Des publicités pour la réalisation d’attaques par déni de service distribué s’affichent ouvertement sur de nombreux forums consacrés au sujet. Concernant les tarifs, on observe que le prix à payer pour une attaque oscille entre 50 dollars et plusieurs milliers de dollars par journée complète d’utilisation d’un réseau de zombies. Cet écart au niveau des prix est compréhensible et justifié : l’utilisation d’un petit réseau de zombies (environ 1 000 ordinateurs) suffit pour perturber les ventes du magasin en ligne non protégé d’un concurrent pendant une journée, et cela ne coûtera pas très cher au contrevenant. La situation est toute autre si le concurrent est une grande société multinationale dont le site est protégé, ce qui impliquera l’utilisation d’un nombre bien plus élevé d’ordinateurs pour mener une attaque DDoS concluante. Le prix sera évidemment plus élévé.
Selon les données recueillies par shadowserver.org, près de 190 000 attaques par déni de service distribué ont été organisées en 2008, ce qui aurait rapporté aux cybercriminels près de 20 millions de dollars. Cette estimation ne tient pas compte des revenus du chantage, qu’il est tout simplement impossible d’évaluer.
Collecte d’informations confidentielles
Les informations confidentielles enregistrées sur le disque dur des ordinateurs intéresseront toujours les individus mal intentionnés. Les informations les plus prisées sont les numéros de cartes de crédit, les données financières et les mots de passe d’accès à divers services : courrier électronique, FTP, clients de messagerie FTP. Les programmes malveillants modernes sont capables de sélectionner les données nécessaires aux cybercriminels. Il suffit pour cela de charger le module adéquat sur l’ordinateur infecté.Les cybercriminels peuvent soit revendre les informations volées, soit les utiliser dans leur propre intérêt. Chaque jour, des annonces pour la vente de codes d’accès à des comptes en banque sont publiées sur les forums clandestins. Le coût dépend de la quantité d’argent disponible sur le compte de l’utilisateur, et est compris entre 1 et 1 500 dollars par compte. La limite inférieure indique que la concurrence qui règne entre les différents cybercriminels du milieu pousse ces derniers à réduire les prix. Pour pouvoir gagner beaucoup d’argent, ils doivent pouvoir compter sur un flux stable de nouvelles données, ce qui implique une croissance stable des réseaux de zombies.

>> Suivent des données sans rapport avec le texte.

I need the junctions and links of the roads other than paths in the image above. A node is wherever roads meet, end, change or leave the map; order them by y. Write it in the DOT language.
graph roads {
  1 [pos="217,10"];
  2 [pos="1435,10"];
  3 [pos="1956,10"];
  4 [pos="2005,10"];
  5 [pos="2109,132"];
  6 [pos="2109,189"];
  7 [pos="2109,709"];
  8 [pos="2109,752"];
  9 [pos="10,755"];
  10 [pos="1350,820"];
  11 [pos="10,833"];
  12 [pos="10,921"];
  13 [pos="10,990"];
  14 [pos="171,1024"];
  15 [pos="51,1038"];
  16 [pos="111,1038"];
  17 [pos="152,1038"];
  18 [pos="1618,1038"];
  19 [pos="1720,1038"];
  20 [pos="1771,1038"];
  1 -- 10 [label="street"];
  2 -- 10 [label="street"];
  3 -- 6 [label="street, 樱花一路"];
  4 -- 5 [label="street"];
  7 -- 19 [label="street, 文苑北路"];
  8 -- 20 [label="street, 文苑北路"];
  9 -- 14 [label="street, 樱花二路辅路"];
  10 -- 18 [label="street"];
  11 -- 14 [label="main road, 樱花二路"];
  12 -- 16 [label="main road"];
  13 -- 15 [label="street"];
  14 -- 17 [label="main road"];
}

Les informations financières intéressent tout particulièrement les cybercriminels spécialisés dans la fabrication de fausses cartes bancaires. Pour se rendre compte de la rentabilité de ces opérations, il suffit de se souvenir de l’histoire de ce groupe de cybercriminels brésiliens arrêtés il y a deux ans. Ils avaient réussi à retirer 4,74 millions de dollars de divers comptes en banque en utilisant des données dérobées sur des ordinateurs.
Les données confidentielles qui n’ont aucun rapport direct avec l’argent des victimes intéressent les criminels qui se consacrent à la création de faux document, à l’ouverture de faux comptes en banque, à des affaires illégales, etc.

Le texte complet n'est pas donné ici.